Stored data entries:
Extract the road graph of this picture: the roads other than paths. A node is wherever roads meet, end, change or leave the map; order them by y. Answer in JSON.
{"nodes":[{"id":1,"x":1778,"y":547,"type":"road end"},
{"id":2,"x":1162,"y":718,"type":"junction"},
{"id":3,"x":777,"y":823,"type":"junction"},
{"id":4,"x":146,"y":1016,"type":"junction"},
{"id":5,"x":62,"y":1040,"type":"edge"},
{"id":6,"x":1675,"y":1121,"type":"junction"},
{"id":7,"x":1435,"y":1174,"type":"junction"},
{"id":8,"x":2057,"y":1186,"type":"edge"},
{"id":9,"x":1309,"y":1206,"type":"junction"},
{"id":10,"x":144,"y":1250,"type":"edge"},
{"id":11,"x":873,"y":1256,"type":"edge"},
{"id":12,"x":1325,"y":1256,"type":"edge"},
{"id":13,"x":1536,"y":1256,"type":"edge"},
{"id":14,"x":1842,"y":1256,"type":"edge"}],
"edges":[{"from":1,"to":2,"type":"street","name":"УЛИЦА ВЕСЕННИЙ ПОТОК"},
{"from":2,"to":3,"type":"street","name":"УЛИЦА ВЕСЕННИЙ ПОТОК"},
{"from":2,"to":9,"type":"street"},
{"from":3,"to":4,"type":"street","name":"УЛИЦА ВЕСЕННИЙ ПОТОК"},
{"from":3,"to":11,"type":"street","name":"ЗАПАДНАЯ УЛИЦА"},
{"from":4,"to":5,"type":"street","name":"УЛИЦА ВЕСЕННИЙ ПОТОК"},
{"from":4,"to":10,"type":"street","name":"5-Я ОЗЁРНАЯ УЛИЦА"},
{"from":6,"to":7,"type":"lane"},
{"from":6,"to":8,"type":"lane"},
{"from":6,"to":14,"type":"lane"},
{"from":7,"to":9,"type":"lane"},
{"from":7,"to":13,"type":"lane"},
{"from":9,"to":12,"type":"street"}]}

● Your assignment: Each entry above needs to be retyped exactly.

● Exercise answer:
Extract the road graph of this picture: the roads other than paths. A node is wherever roads meet, end, change or leave the map; order them by y. Answer in JSON.
{"nodes":[{"id":1,"x":1778,"y":547,"type":"road end"},
{"id":2,"x":1162,"y":718,"type":"junction"},
{"id":3,"x":777,"y":823,"type":"junction"},
{"id":4,"x":146,"y":1016,"type":"junction"},
{"id":5,"x":62,"y":1040,"type":"edge"},
{"id":6,"x":1675,"y":1121,"type":"junction"},
{"id":7,"x":1435,"y":1174,"type":"junction"},
{"id":8,"x":2057,"y":1186,"type":"edge"},
{"id":9,"x":1309,"y":1206,"type":"junction"},
{"id":10,"x":144,"y":1250,"type":"edge"},
{"id":11,"x":873,"y":1256,"type":"edge"},
{"id":12,"x":1325,"y":1256,"type":"edge"},
{"id":13,"x":1536,"y":1256,"type":"edge"},
{"id":14,"x":1842,"y":1256,"type":"edge"}],
"edges":[{"from":1,"to":2,"type":"street","name":"УЛИЦА ВЕСЕННИЙ ПОТОК"},
{"from":2,"to":3,"type":"street","name":"УЛИЦА ВЕСЕННИЙ ПОТОК"},
{"from":2,"to":9,"type":"street"},
{"from":3,"to":4,"type":"street","name":"УЛИЦА ВЕСЕННИЙ ПОТОК"},
{"from":3,"to":11,"type":"street","name":"ЗАПАДНАЯ УЛИЦА"},
{"from":4,"to":5,"type":"street","name":"УЛИЦА ВЕСЕННИЙ ПОТОК"},
{"from":4,"to":10,"type":"street","name":"5-Я ОЗЁРНАЯ УЛИЦА"},
{"from":6,"to":7,"type":"lane"},
{"from":6,"to":8,"type":"lane"},
{"from":6,"to":14,"type":"lane"},
{"from":7,"to":9,"type":"lane"},
{"from":7,"to":13,"type":"lane"},
{"from":9,"to":12,"type":"street"}]}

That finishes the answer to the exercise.